Tech giant has been fined $23 million for violating the Foreign Corrupt Practices Act (FCPA) by the US Securities and Exchange Commission (SEC). The firm created slush funds to bribe foreign officials in United Arab Emirates, Turkey, and India.

Referring to the company’s India operations, the SEC said India’s employees used “an excessive discount scheme” in connection with a transaction with a transportation company owned by the ministry of railways.

“The Securities and Exchange Commission announced settled charges requiring Corporation to pay more than $23 million to resolve charges that it violated provisions of the Foreign Corrupt Practices Act (FCPA) when subsidiaries in Turkey, the United Arab Emirates (UAE), and India created and used slush funds to bribe foreign officials in return for business between 2016 and 2019,” the SEC said in a statement on Tuesday.

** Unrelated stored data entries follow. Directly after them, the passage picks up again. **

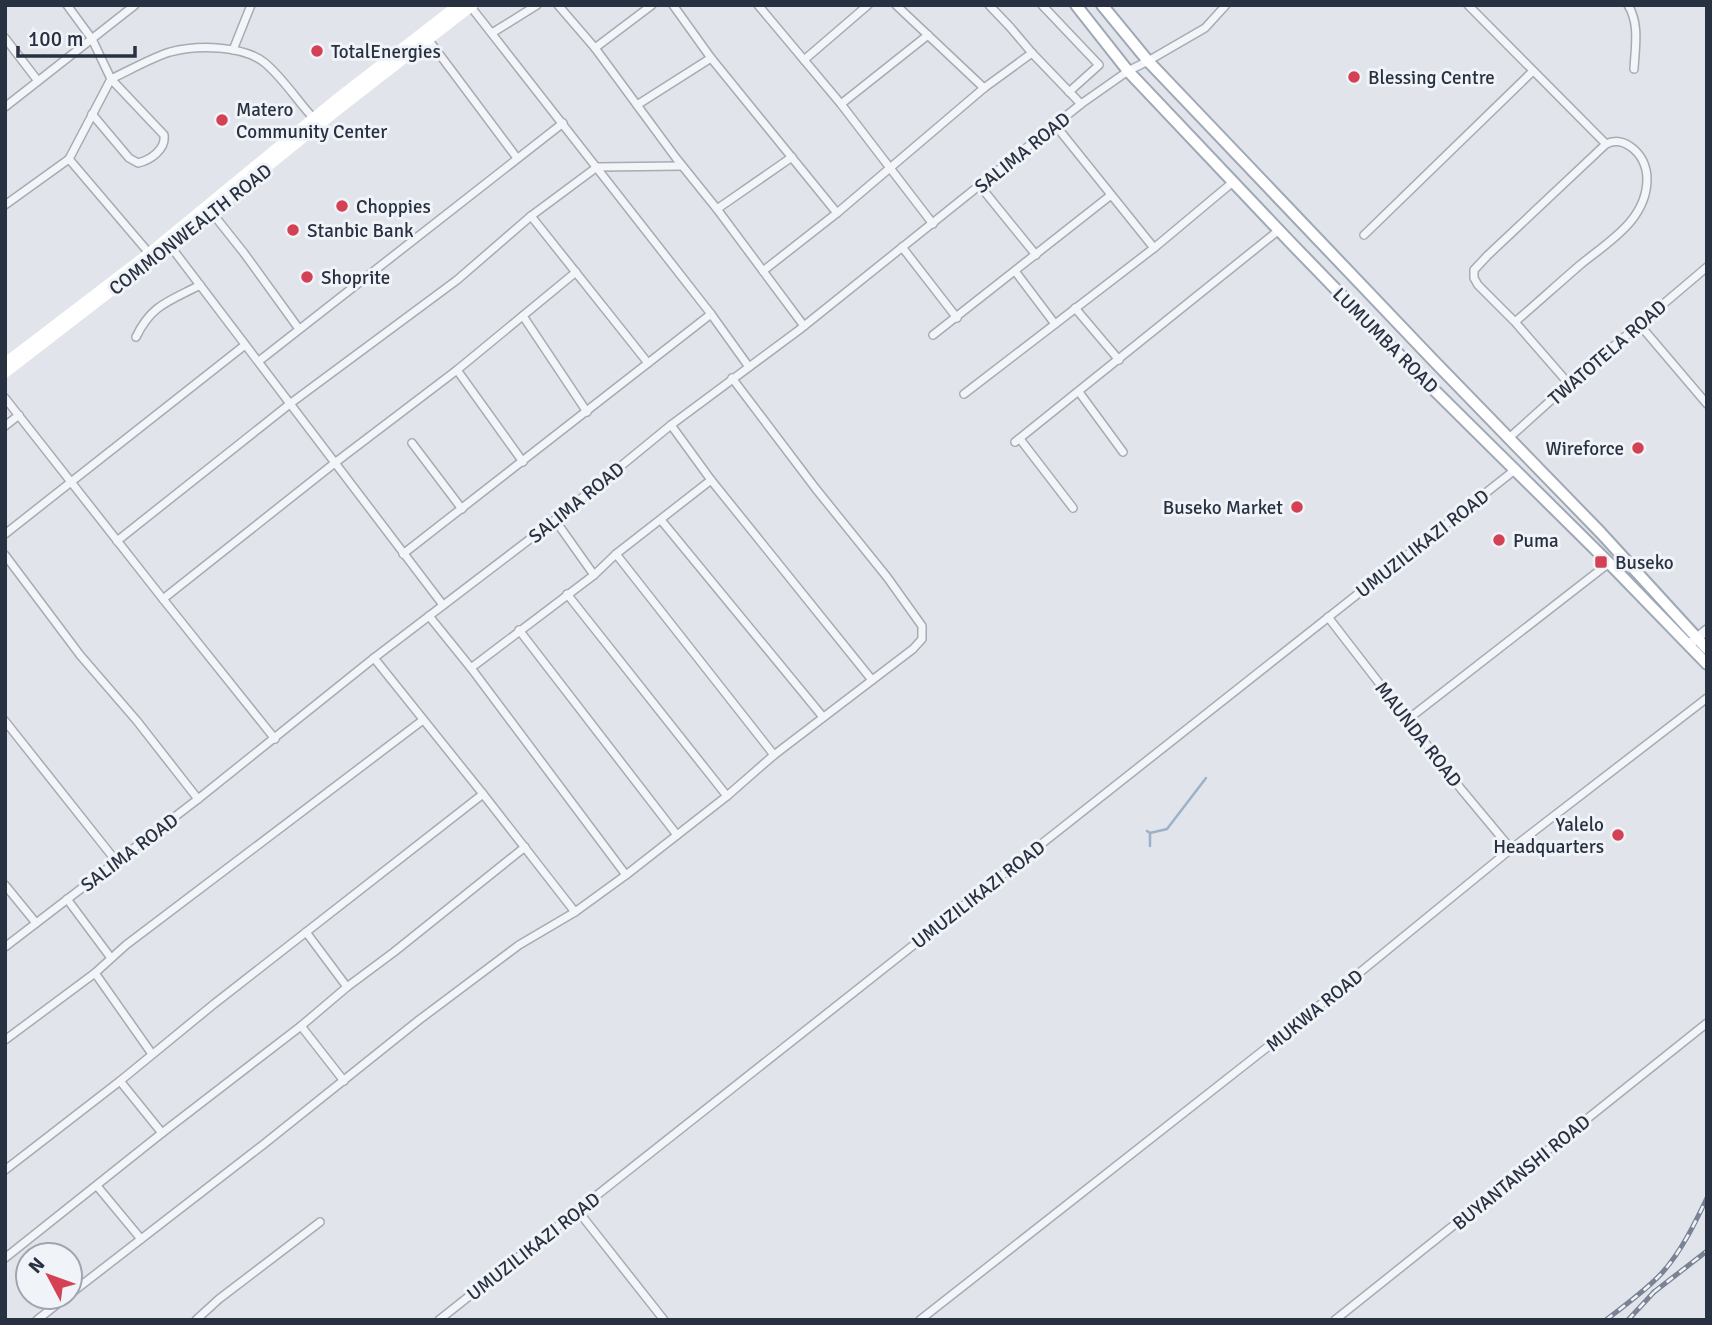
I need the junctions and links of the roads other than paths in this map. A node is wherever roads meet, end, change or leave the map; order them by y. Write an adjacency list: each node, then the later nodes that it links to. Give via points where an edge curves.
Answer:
1 (67, 5): 25 (street)
2 (135, 5): 25 (street)
3 (251, 5): 27 (street)
4 (458, 5): 44 (main road, COMMONWEALTH ROAD)
5 (537, 5): 21 (street)
6 (558, 5): 26 (street)
7 (652, 5): 26 (street)
8 (673, 5): 29 (street)
9 (771, 5): 20 (street)
10 (868, 5): 30 (street)
11 (896, 5): 22 (street)
12 (989, 5): 28 (street)
13 (1042, 5): 38 (street, via 1100,65)
14 (1076, 5): 33 (main road, LUMUMBA ROAD)
15 (1102, 5): 31 (main road, LUMUMBA ROAD)
16 (1227, 5): 31 (street, SALIMA ROAD, via 1205,28)
17 (1468, 5): 34 (street)
18 (1628, 5): 32 (street, via 1634,14)
19 (471, 6): 21 (street); 24 (main road, COMMONWEALTH ROAD)
20 (760, 8): 30 (street)
21 (492, 33): 45 (street)
22 (928, 35): 37 (street); 39 (street)
23 (5, 38): 36 (street)
24 (428, 39): 44 (main road, COMMONWEALTH ROAD); 49 (street)
25 (92, 40): 35 (street); 36 (street)
26 (595, 48): 41 (street)
27 (233, 50): 35 (street, via 170,52); 44 (street, via 252,54 264,63)
28 (1032, 53): 37 (street); 38 (street)
29 (711, 58): 41 (street); 48 (street)
30 (804, 60): 39 (street)
31 (1148, 61): 33 (street, SALIMA ROAD); 105 (main road, LUMUMBA ROAD)
32 (1634, 69)
33 (1128, 71): 40 (street, SALIMA ROAD); 54 (main road, LUMUMBA ROAD)
34 (1533, 71): 47 (street); 64 (street)
35 (111, 79): 43 (street); 43 (street, via 164,135 162,148 138,163)
36 (38, 80): 42 (street)
37 (984, 88): 53 (street)
38 (1069, 92): 40 (street)
39 (841, 104): 53 (street)
40 (1081, 104): 46 (street, SALIMA ROAD)
41 (637, 105): 51 (street)
42 (5, 107)
43 (92, 114): 50 (street)
44 (316, 122): 58 (main road, COMMONWEALTH ROAD)
45 (563, 122): 49 (street); 52 (street)
46 (1056, 126): 55 (street, SALIMA ROAD); 56 (street)
47 (1606, 144): 79 (street, via 1474,270 1478,285); 79 (street, via 1626,144 1645,166 1646,191 1637,214)
48 (792, 157): 59 (street); 60 (street)
49 (517, 158): 83 (street)
50 (69, 159): 57 (street); 68 (street)
51 (682, 166): 52 (street); 59 (street)
52 (597, 167): 61 (street); 76 (street)
53 (889, 168): 60 (street); 62 (street)
54 (1233, 182): 63 (main road, LUMUMBA ROAD); 67 (street)
55 (980, 187): 62 (street, SALIMA ROAD); 69 (street)
56 (1111, 195): 67 (street); 69 (street)
57 (5, 205)
58 (209, 209): 65 (main road, COMMONWEALTH ROAD); 83 (street)
59 (717, 209): 71 (street)
60 (837, 213): 71 (street)
61 (531, 216): 73 (street); 99 (street, via 457,280)
62 (933, 224): 66 (street, SALIMA ROAD)
63 (1279, 230): 87 (street); 110 (main road, LUMUMBA ROAD)
64 (1364, 235)
65 (168, 242): 68 (main road, COMMONWEALTH ROAD); 74 (street); 93 (main road, COMMONWEALTH ROAD)
66 (902, 247): 78 (street); 82 (street, SALIMA ROAD)
67 (1154, 248): 75 (street)
68 (149, 253): 89 (main road, COMMONWEALTH ROAD)
69 (1036, 255): 72 (street)
70 (1707, 267): 81 (street, TWATOTELA ROAD)
71 (763, 271): 82 (street)
72 (1015, 271): 78 (street); 80 (street)
73 (576, 272): 77 (street); 90 (street)
74 (200, 285): 85 (street, via 150,314); 86 (street)
75 (1075, 308): 80 (street); 87 (street)
76 (711, 314): 90 (street); 91 (street)
77 (523, 316): 92 (street); 101 (street)
78 (957, 318): 84 (street)
79 (1515, 322): 95 (street)
80 (1055, 324): 97 (street)
81 (1639, 324): 95 (street, TWATOTELA ROAD); 100 (street)
82 (804, 326): 91 (street, SALIMA ROAD)
83 (299, 329): 88 (street)
84 (933, 335)
85 (136, 337)
86 (246, 345): 88 (street); 112 (street)
87 (1119, 360): 96 (street)
88 (259, 361): 99 (street)
89 (5, 363)
90 (648, 363): 101 (street)
91 (749, 367): 94 (street, SALIMA ROAD)
92 (457, 370): 108 (street); 109 (street)
93 (5, 373)
94 (732, 378): 103 (street, SALIMA ROAD); 136 (street, via 922,626 922,639 913,649)
95 (1569, 384): 105 (street, TWATOTELA ROAD)
96 (1079, 392): 107 (street); 113 (street, via 1018,440)
97 (964, 394)
98 (5, 398): 102 (street)
99 (290, 403): 108 (street); 118 (street)
100 (1707, 404)
101 (587, 412): 109 (street)
102 (19, 415): 104 (street); 112 (street)
103 (671, 425): 111 (street); 115 (street, SALIMA ROAD)
104 (5, 426)
105 (1509, 438): 131 (main road, LUMUMBA ROAD, via 1610,544)
106 (412, 443): 114 (street)
107 (1123, 452)
108 (336, 462): 119 (street); 125 (street)
109 (523, 462): 114 (street)
110 (1516, 469): 122 (main road, LUMUMBA ROAD); 128 (street, UMUZILIKAZI ROAD)
111 (711, 480): 116 (street); 136 (street)
112 (72, 482): 117 (street); 118 (street)
113 (1073, 508)
114 (462, 509): 119 (street)
115 (555, 520): 123 (street); 126 (street, SALIMA ROAD)
116 (661, 520): 120 (street); 138 (street)
117 (5, 534)
118 (117, 541): 125 (street)
119 (403, 554): 126 (street)
120 (616, 554): 123 (street); 143 (street)
121 (5, 555): 146 (street)
122 (1609, 563): 131 (main road, LUMUMBA ROAD); 140 (street)
123 (594, 575): 124 (street)
124 (567, 594): 130 (street); 145 (street)
125 (163, 599): 142 (street)
126 (443, 605): 127 (street, SALIMA ROAD)
127 (429, 616): 133 (street, SALIMA ROAD); 135 (street)
128 (1328, 617): 140 (street, MAUNDA ROAD); 170 (street, UMUZILIKAZI ROAD)
129 (1707, 630): 131 (street)
130 (519, 631): 135 (street); 147 (street)
131 (1693, 641): 132 (main road, LUMUMBA ROAD); 134 (main road, LUMUMBA ROAD)
132 (1707, 649)
133 (374, 658): 139 (street); 142 (street, SALIMA ROAD)
134 (1707, 664)
135 (471, 668): 151 (street)
136 (872, 680): 138 (street)
137 (1707, 698): 149 (street, MUKWA ROAD)
138 (822, 717): 143 (street)
139 (423, 720): 144 (street); 158 (street)
140 (1407, 720): 149 (street, MAUNDA ROAD)
141 (5, 721): 150 (street)
142 (275, 738): 146 (street, SALIMA ROAD)
143 (774, 755): 145 (street)
144 (483, 794): 148 (street); 156 (street)
145 (727, 796): 147 (street)
146 (198, 799): 150 (street, SALIMA ROAD)
147 (677, 835): 151 (street)
148 (525, 847): 154 (street); 160 (street)
149 (1511, 849): 178 (street, MUKWA ROAD)
150 (116, 862): 153 (street, SALIMA ROAD)
151 (626, 875): 154 (street)
152 (5, 885): 155 (street)
153 (67, 899): 155 (street, SALIMA ROAD); 158 (street)
154 (575, 912): 166 (street, via 501,958)
155 (36, 923): 157 (street, SALIMA ROAD)
156 (306, 933): 160 (street); 164 (street)
157 (5, 947)
158 (111, 958): 159 (street)
159 (95, 974): 163 (street); 164 (street)
160 (347, 987): 162 (street)
161 (1707, 1023): 179 (street, BUYANTANSHI ROAD)
162 (301, 1026): 166 (street); 167 (street)
163 (5, 1040)
164 (152, 1054): 165 (street)
165 (120, 1081): 167 (street); 168 (street)
166 (344, 1081): 172 (street)
167 (162, 1133): 169 (street)
168 (5, 1170)
169 (97, 1186): 172 (street); 173 (street)
170 (578, 1211): 176 (street, UMUZILIKAZI ROAD); 177 (street)
171 (320, 1222): 175 (street)
172 (141, 1239): 174 (street)
173 (5, 1258)
174 (84, 1283)
175 (196, 1320)
176 (439, 1320)
177 (664, 1320)
178 (920, 1320)
179 (1335, 1320)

“In 2019, sales employees also used an excessive discount scheme in connection with a transaction with a transportation company, a majority of which was owned by the Indian Ministry of Railways,” the order said.

A para titled Improper Conduct at Oracle India in the SEC order adds, “In January 2019, the sales employees working on the deal, citing intense competition from other original equipment manufacturers, claimed the deal would be lost without a 70% discount on the software component of the deal. Due to the size of the discount, Oracle required an employee based in France to approve the request. The Oracle designee provided approval for the discount without requiring the sales employee to provide further documentary support for the request. In fact, the Indian state operated enterpriese’s (SOE’s) publicly available procurement website indicated that faced no competition because it had mandated the use of Oracle products for the project. One of the sales employees involved in the transaction maintained a spreadsheet that indicated $67,000 was the “buffer” available to potentially make payments to a specific Indian SOE official. A total of approximately $330,000 was funnelled to an entity with a reputation for paying SOE officials, and another $62,000 was paid to an entity controlled by the sales employees responsible for the transaction.”

This is the second time Oracle has been fined. The previous instance also included the tech major’s India unit. In 2012 Oracle had resolved charges that pertained to creating a side fund of millions by the India unit, creating the risk that the funds could be used for illicit purposes, according to Moneycontrol. Of the $23 million, $8 million is in disgorgement, and the rest, $15 million, is the penalty.

“Without admitting or denying the SEC’s findings, Oracle agreed to cease and desist from committing violations of the anti-bribery, books and records, and internal accounting controls provisions of the FCPA,” SEC said.

In August 2012, SEC had charged Oracle “with violating the Foreign Corrupt Practices Act (FCPA) by failing to prevent a subsidiary from secretly setting aside money off the company’s books that was eventually used to make unauthorized payments to phony vendors in India.”

According to SEC’s 2012 order, “Certain employees of the India subsidiary of the Redwood Shores, Calif.-based enterprise systems firm structured transactions with India’s government on more than a dozen occasions in a way that enabled Oracle India’s distributors to hold approximately $2.2 million of the proceeds in unauthorised side funds. Those employees then directed the distributors to make payments out of these side funds to purported local vendors, several of which were merely storefronts that did not provide any services to Oracle. Oracle’s subsidiary documented certain payments with fake invoices.”

Oracle had agreed to pay a $2 million penalty to settle the charges.